The headquarters of NATO, based in Brussels, Belgium, was established as a system of collective defense, as its member states agreed to mutual defense in response to attack by external forces, especially that of the Soviet Union during the Cold War. However, NATO also recognises countries which have adopted a policy of neutrality, such as Sweden
The Treaty of Brussels, signed on March 17, 1949 by France, Luxembourg, Belgium, the UK and the Netherlands, is considered to be the precursor of the NATO agreement. This treaty established a military alliance which later became the Western European Union. During this period, American participation and support was also considered in order to counter the military power of the Soviet Union, which in turn led to the North Atlantic Treaty. The last treaty was signed on April 4, 1949 in Washington D.C. by the five countries of the Treaty of Brussels, along with the U.S., Canada, Portugal, Denmark, Norway, Italy and Iceland. Three years later Greece and Turkey also joined.
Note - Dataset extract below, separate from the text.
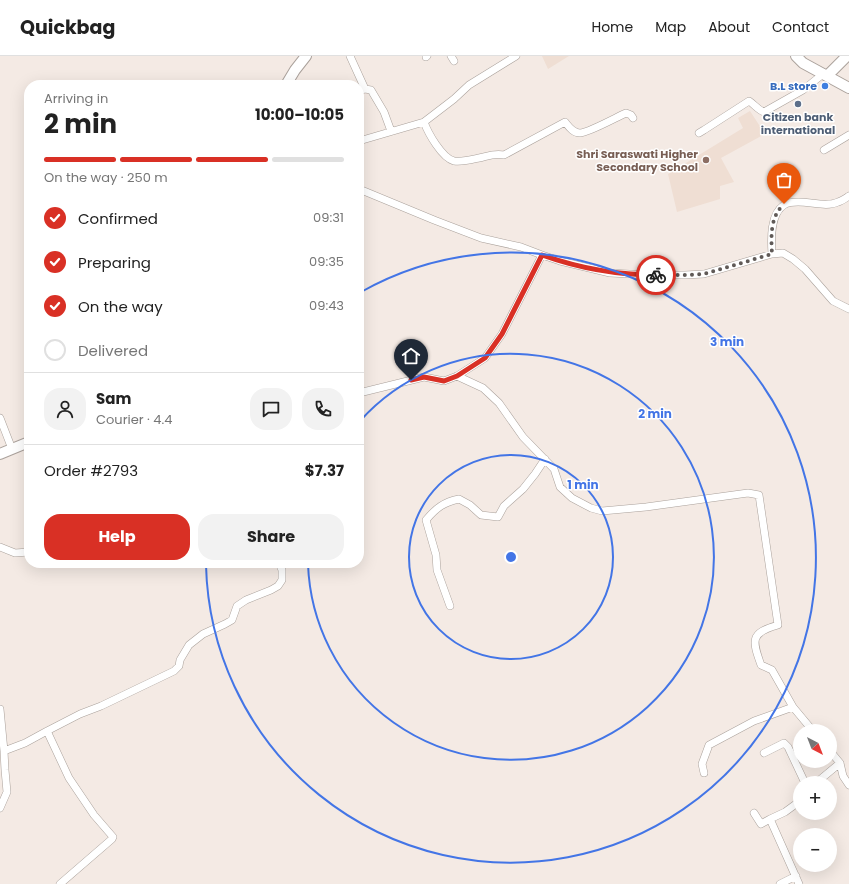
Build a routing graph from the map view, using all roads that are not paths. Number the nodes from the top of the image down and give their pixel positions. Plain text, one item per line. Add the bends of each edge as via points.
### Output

On May 30, 1978, the NATO countries officially defined two aims of the Alliance, which included the maintaining of security and the pursuance of détente
(French term for relaxing or easing, used in international politics since the early 1970s). NATO and the Warsaw Pact had reasons to seek relaxation in times of tension with the Soviet Union and the Cold War. The end of the Cold War, along with the dissolution of the Warsaw Pact, removed the main adversary of the Alliance, which resulted in a strategic re-evaluation of NATO’s purpose and tasks, with its gradual expansion to Eastern Europe, and an extension of its activities to areas not formerly NATO concerns. The first post-Cold War expansion came when former East Germany became part of the Federal Republic of Germany and of NATO on October 3, 1990.
In February 1994, the Alliance undertook its first military challenge by shooting down four Bosnian Serb aircrafts which violated a UN-mandated, no-fly zone over Bosnia and Herzegovina. The said no-fly zone was set up the previous year and was to continue until December 1995. NATO air strikes helped bring the Bosnian war to an end. Between 1994 and 1997, various forums concerning regional cooperation between NATO and its neighbors were established. On July 8, 1997, the ex-communist countries Hungary, Poland and the Czech Republic received an invitation to join NATO, which they accepted in 1999.
Expansion of NATO activities and its geographical reach grew further after the September 11, 2001 attacks by al-Qaeda, who crashed two commercial passenger U.S. into the World Trade Center in New York City. The collective security of NATO’s charter was again invoked, which specified that any attack on a NATO member would be considered as an attack against the entire Alliance. Eight official actions were taken by NATO in response to the attacks.